**PROBLEM DESCRIPTION**
Using the listing below, retype exactly the lines starting at the one with "auto T=[&](const char*" and ending at the one with "auto I=[&](const char*", and include both.

**DATA SHOWN**

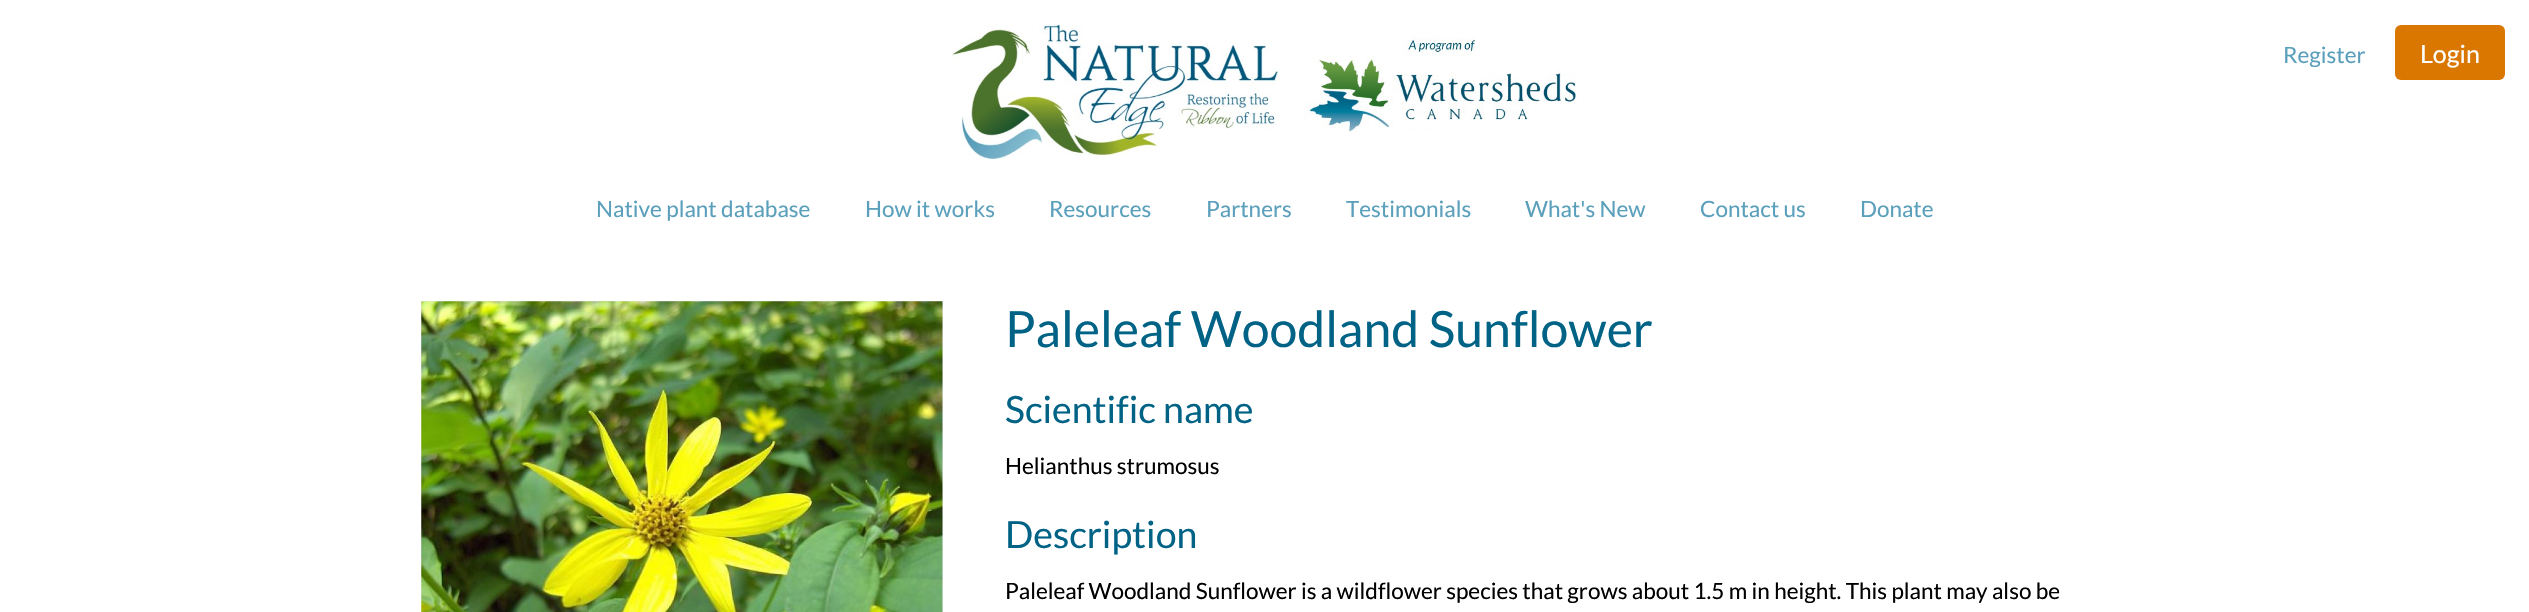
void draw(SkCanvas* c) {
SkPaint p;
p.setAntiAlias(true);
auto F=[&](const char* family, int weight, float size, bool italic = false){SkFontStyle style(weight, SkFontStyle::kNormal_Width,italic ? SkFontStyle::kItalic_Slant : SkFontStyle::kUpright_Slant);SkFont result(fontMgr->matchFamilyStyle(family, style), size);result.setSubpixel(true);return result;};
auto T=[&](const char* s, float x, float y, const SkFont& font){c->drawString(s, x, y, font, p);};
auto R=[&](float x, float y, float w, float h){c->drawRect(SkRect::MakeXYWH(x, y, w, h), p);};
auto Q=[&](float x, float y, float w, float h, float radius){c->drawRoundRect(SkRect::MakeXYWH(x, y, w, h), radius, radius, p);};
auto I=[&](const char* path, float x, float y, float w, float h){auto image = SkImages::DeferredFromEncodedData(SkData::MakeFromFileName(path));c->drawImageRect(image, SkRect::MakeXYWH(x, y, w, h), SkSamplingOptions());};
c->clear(0xffffffff);
I("1.png",952,25,326,134);
I("2.png",1304,37,273,95);
auto f1 = F("Lato",400,22.5);
p.setColor(0xff5a9fbb);
T("Register",2283,63,f1);
p.setColor(0xffda7700);
Q(2395,25,110,55,6);
auto f2 = F("Lato",400,25);
p.setColor(0xffffffff);
T("Login",2420,63,f2);
p.setColor(0xff5a9fbb);
T("Native plant database",596,217,f1);
T("How it works",865,217,f1);
T("Resources",1049,217,f1);
T("Partners",1206,217,f1);
T("Testimonials",1346,217,f1);
T("What's New",1525,217,f1);
T("Contact us",1700,217,f1);
T("Donate",1860,217,f1);
p.setColor(0xffebf3f6);
R(421,301,522,311);
I("3.png",421,301,522,311);
auto f3 = F("Lato",400,50);
p.setColor(0xff006386);
T("Paleleaf Woodland Sunflower",1005,347,f3);
auto f4 = F("Lato",400,37.5);
T("Scientific name",1005,423,f4);
p.setColor(0xff000000);
T("Helianthus strumosus",1005,474,f1);
p.setColor(0xff006386);
T("Description",1005,548,f4);
p.setColor(0xff000000);
T("Paleleaf Woodland Sunflower is a wildflower species that grows about 1.5 m in height. This plant may also be",1005,599,f1);
}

**TASK ANSWER**
auto T=[&](const char* s, float x, float y, const SkFont& font){c->drawString(s, x, y, font, p);};
auto R=[&](float x, float y, float w, float h){c->drawRect(SkRect::MakeXYWH(x, y, w, h), p);};
auto Q=[&](float x, float y, float w, float h, float radius){c->drawRoundRect(SkRect::MakeXYWH(x, y, w, h), radius, radius, p);};
auto I=[&](const char* path, float x, float y, float w, float h){auto image = SkImages::DeferredFromEncodedData(SkData::MakeFromFileName(path));c->drawImageRect(image, SkRect::MakeXYWH(x, y, w, h), SkSamplingOptions());};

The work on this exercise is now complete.